Who am I? Chris is a Senior Lecturer at Griffith University and an Australian Research Council Future Fellow. Chris and his team in the Seascapemodels lab work on the conservation of ocean ecosystems and sustainable management of fisheries. His team uses advances in statistical modelling approaches to synthesize ecological data and inform environmental decision making.

Chris’ career was built with R’s open-source tools. He is paying forwards that favour by creating free R resources and teaching workshops far and wide.



R is the leading programming language for ecological modelling for good reason. Being free and open-source certainly helps. Having strengths in dataviz also helps. And because of these traits, R now has a huge ecosystem of user-contributed packages that enable sophisticated modelling applications.

This ecosystem of R packages is created by a huge community of R users, many of whom are leaders in their field developing cutting edge statistical models and data science tools. This means if you know R, you can access cutting edge tools and combine them in new ways.

While there are other languages that excel for scientific computing, R owns the market in species distribution modelling (SDMs), the topic of this course.

Until quite recently most R users would prepare their data outside of R (e.g. in Arc GIS) and then read it into R for the SDM. But R now also has efficient and user friendly GIS and mapping packages. This means you can create your entire SDM workflow, from data download to visualization, in R.

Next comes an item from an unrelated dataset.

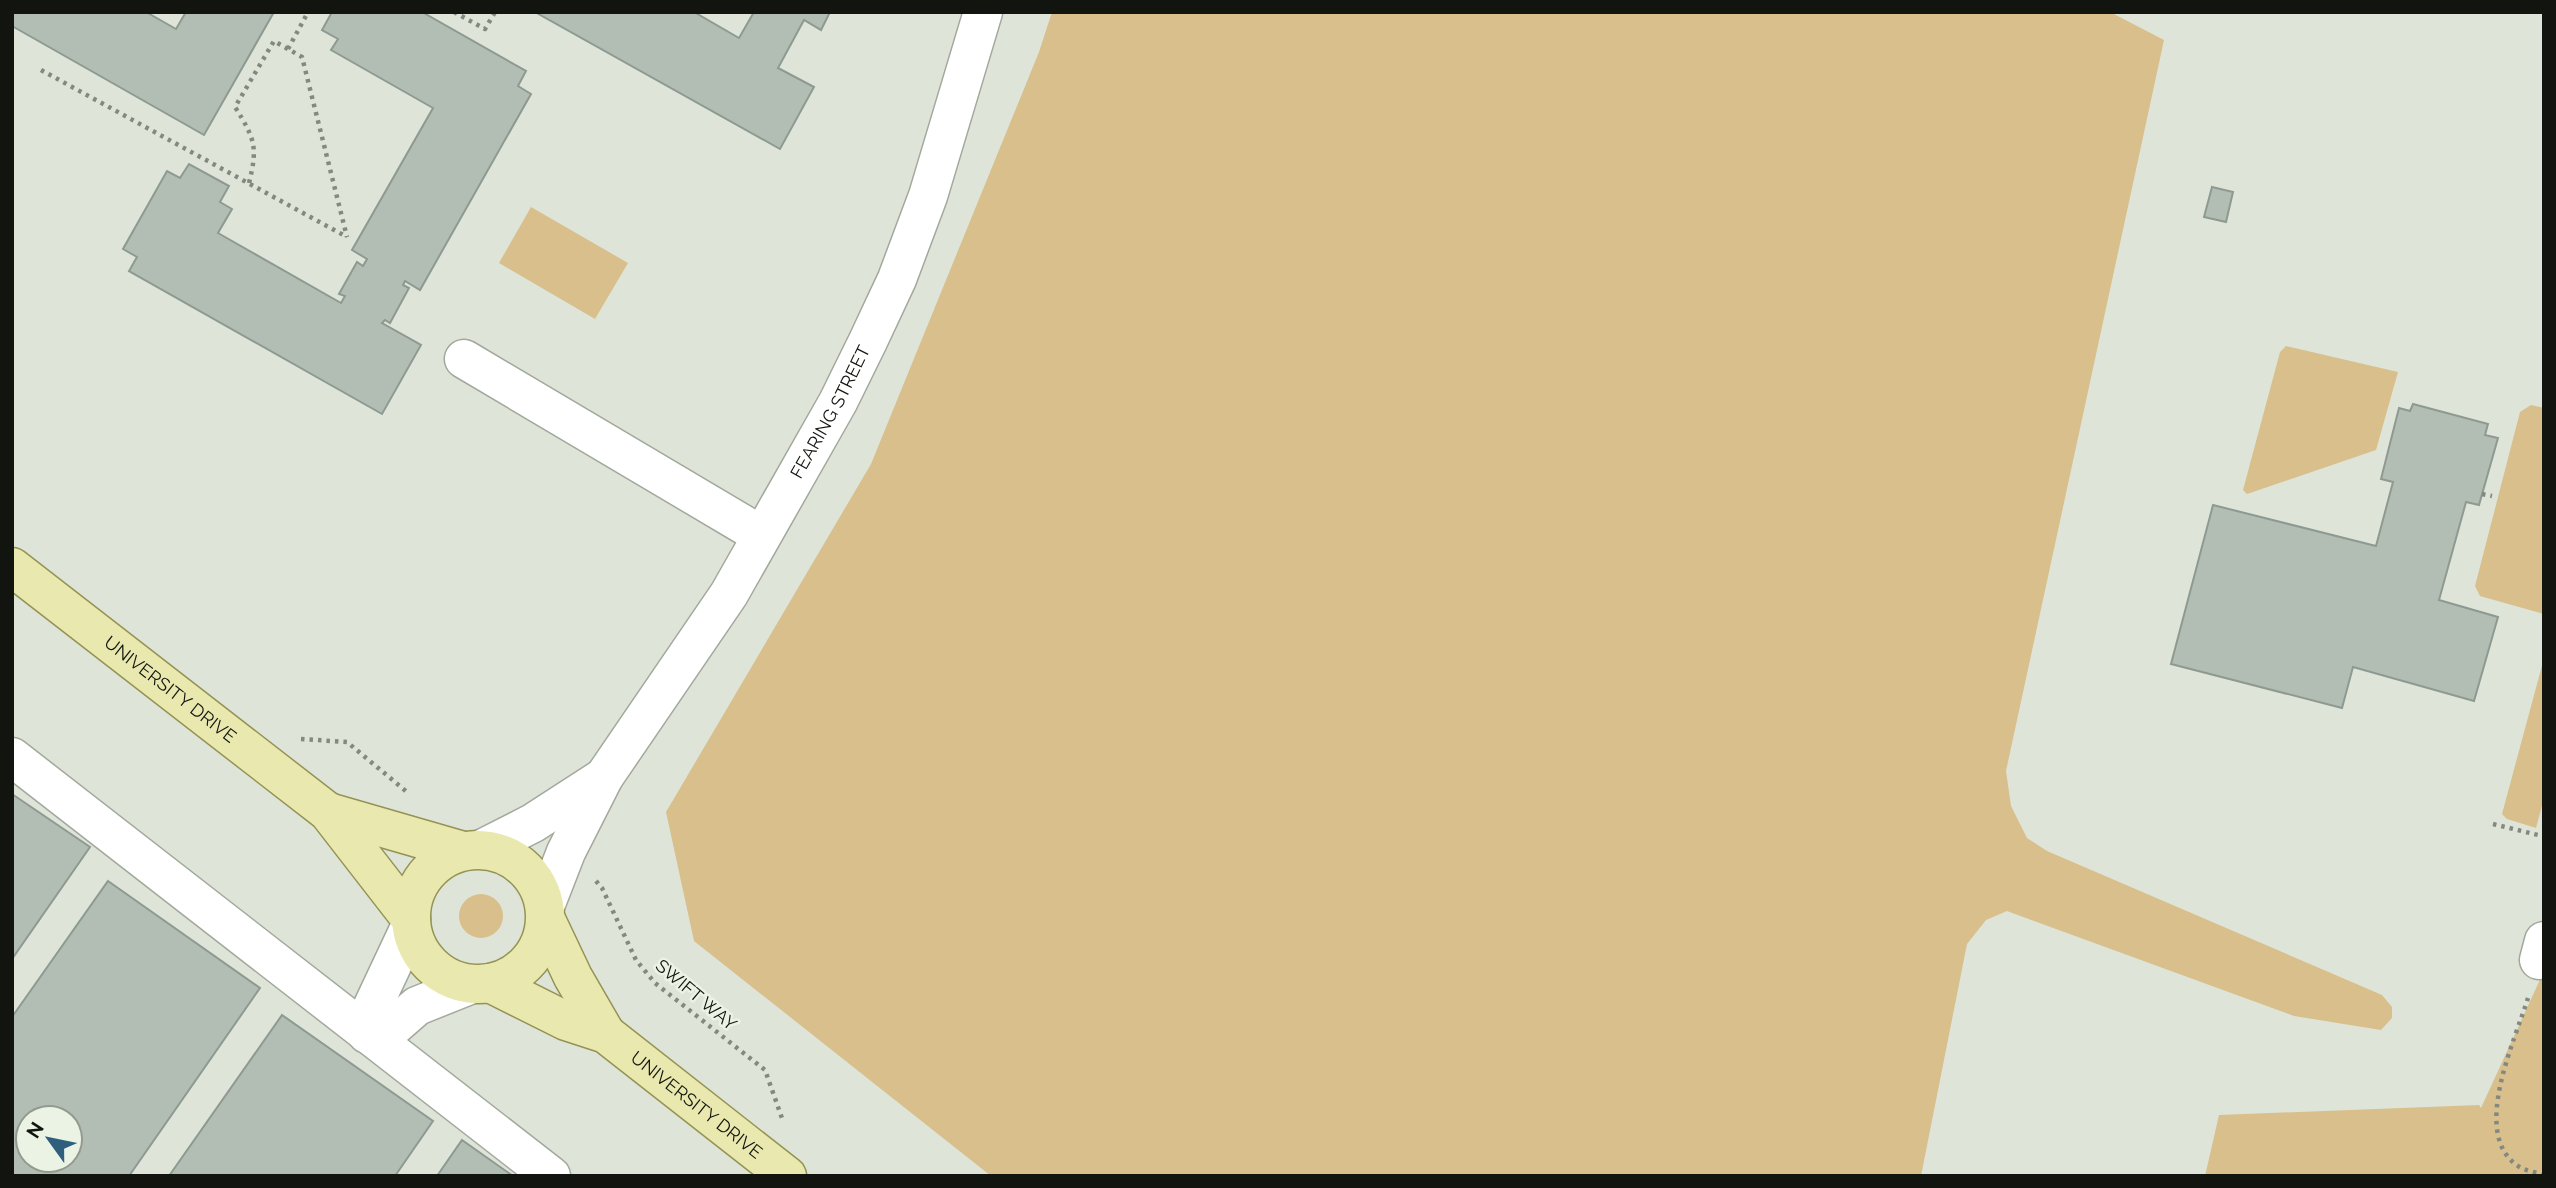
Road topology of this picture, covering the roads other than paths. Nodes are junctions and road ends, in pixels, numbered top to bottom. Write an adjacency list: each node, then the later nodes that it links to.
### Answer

But starting an SDM project in R can be daunting for new users. There is a steep learning curve for coding, and there are so many options for packages it is easy to get decision paralysis.

So in this course we are going to provide an introduction to some common SDMs in R. We will also learn how to build an efficient workflow. Our goals today are:

  1. Overview R’s capability for GIS and spatial dataviz

  2. Learn how to build efficient and repeatable workflows for SDMs

  3. Learn how to run some SDMs

  4. Learn how to visualize spatial data and SDM results

This course is suitable for people who have some R experience. It is not a beginners course, but users with a little bit of R experience can follow through the first few sections.

Methods we will cover

In this course we’ll overview:

  • GIS in R with shapefiles and rasters (using the modern packages sf and terra)

  • Generalized linear models

  • Generalized least squares and models of spatial autocorrelation

  • Generalized additive models

  • Spatial prediction and interpolation

What you’ll need

Make sure you have a recent version of R (available at the CRAN website) and Rstudio installed (free desktop version is fine).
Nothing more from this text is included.